Where is the line of “sex” drawn? I know where it’s drawn for me. When something other than my own hand/tool in my hand penetrates me, or my hand is on his cock with intention of his cumming, then it’s sex for me. But I know that those are well into the territory that Jack sees as sex, so where does he draw the line?

It’s amazing how hard it is to get even someone as comfortable with their sexuality as Jack is to really talk/think about that. He keeps shying away from it, asking me to talk to him before any time I might go farther. Um, to quote my father (as strange as that is to do in my kink blog!): “Sounds good on paper”. In reality, it’s kind of difficult to interrupt a scene to call him (and he never answers the phone on the first try!) and ask, “So, honey, I’ve got Kat tied up and I’m cropping his front, mind if I wrap my hand around his cock to better brace it while I crop it?”

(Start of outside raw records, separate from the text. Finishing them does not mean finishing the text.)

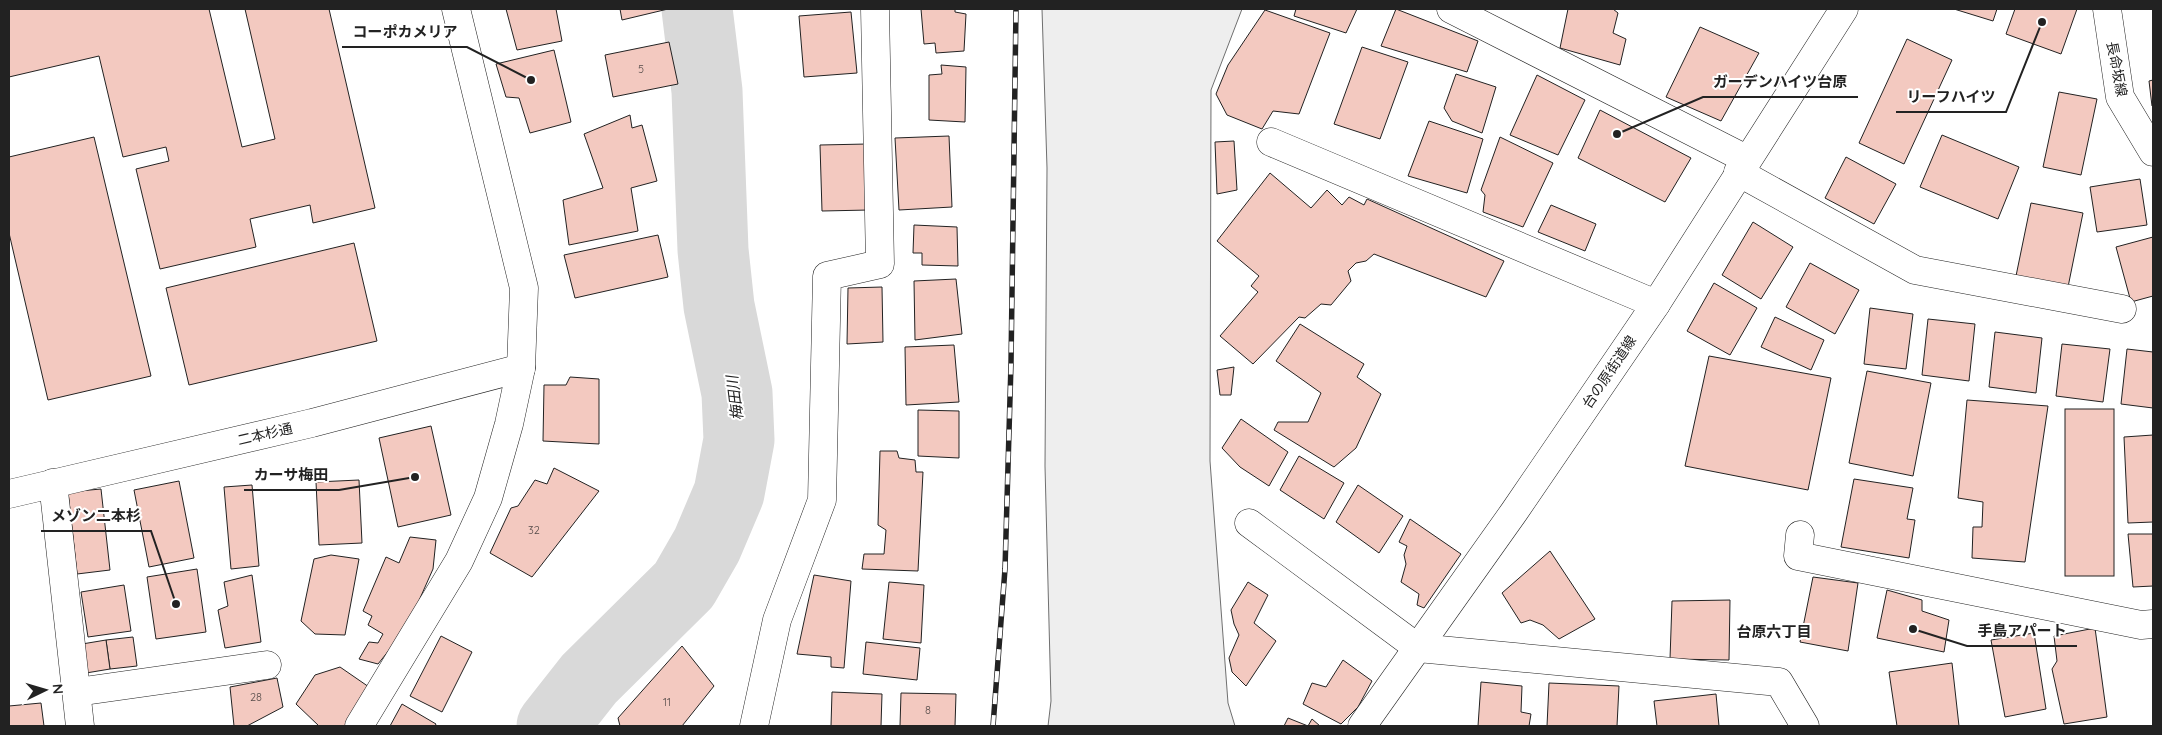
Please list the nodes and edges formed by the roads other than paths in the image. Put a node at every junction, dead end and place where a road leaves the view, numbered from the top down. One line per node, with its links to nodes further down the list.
1 (456, 9): 11 (street)
2 (875, 9): 22 (street)
3 (1450, 9): 8 (street)
4 (1844, 9): 8 (street, 台の原街道線)
5 (2107, 9): 7 (street, 長命坂線)
6 (1271, 142): 9 (street)
7 (2153, 152)
8 (1742, 166): 9 (street, 台の原街道線); 10 (street)
9 (1656, 304): 17 (street, 台の原街道線)
10 (2122, 310)
11 (521, 368): 12 (street, 二本杉通); 21 (street)
12 (54, 483): 13 (street, 二本杉通); 19 (street)
13 (9, 494)
14 (1249, 523): 17 (street)
15 (1800, 535): 16 (street)
16 (2153, 624)
17 (1418, 648): 23 (street, 台の原街道線); 24 (street)
18 (267, 665): 19 (street)
19 (77, 692): 20 (street)
20 (80, 726)
21 (359, 726)
22 (754, 726)
23 (1362, 726)
24 (1805, 726)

Riiiiiggghhht. That’s gonna happen.

So we’ve pretty much settled into this: I come up with scenarios I think might end up happening, then ask him what he thinks about them. If they’re too far outside his limits, we discuss ways they could be tweaked to make him more comfortable. It’s imperfect, but it works.

“So honey, I was thinking about putting mini clothespins all over Kat’s ballsac…”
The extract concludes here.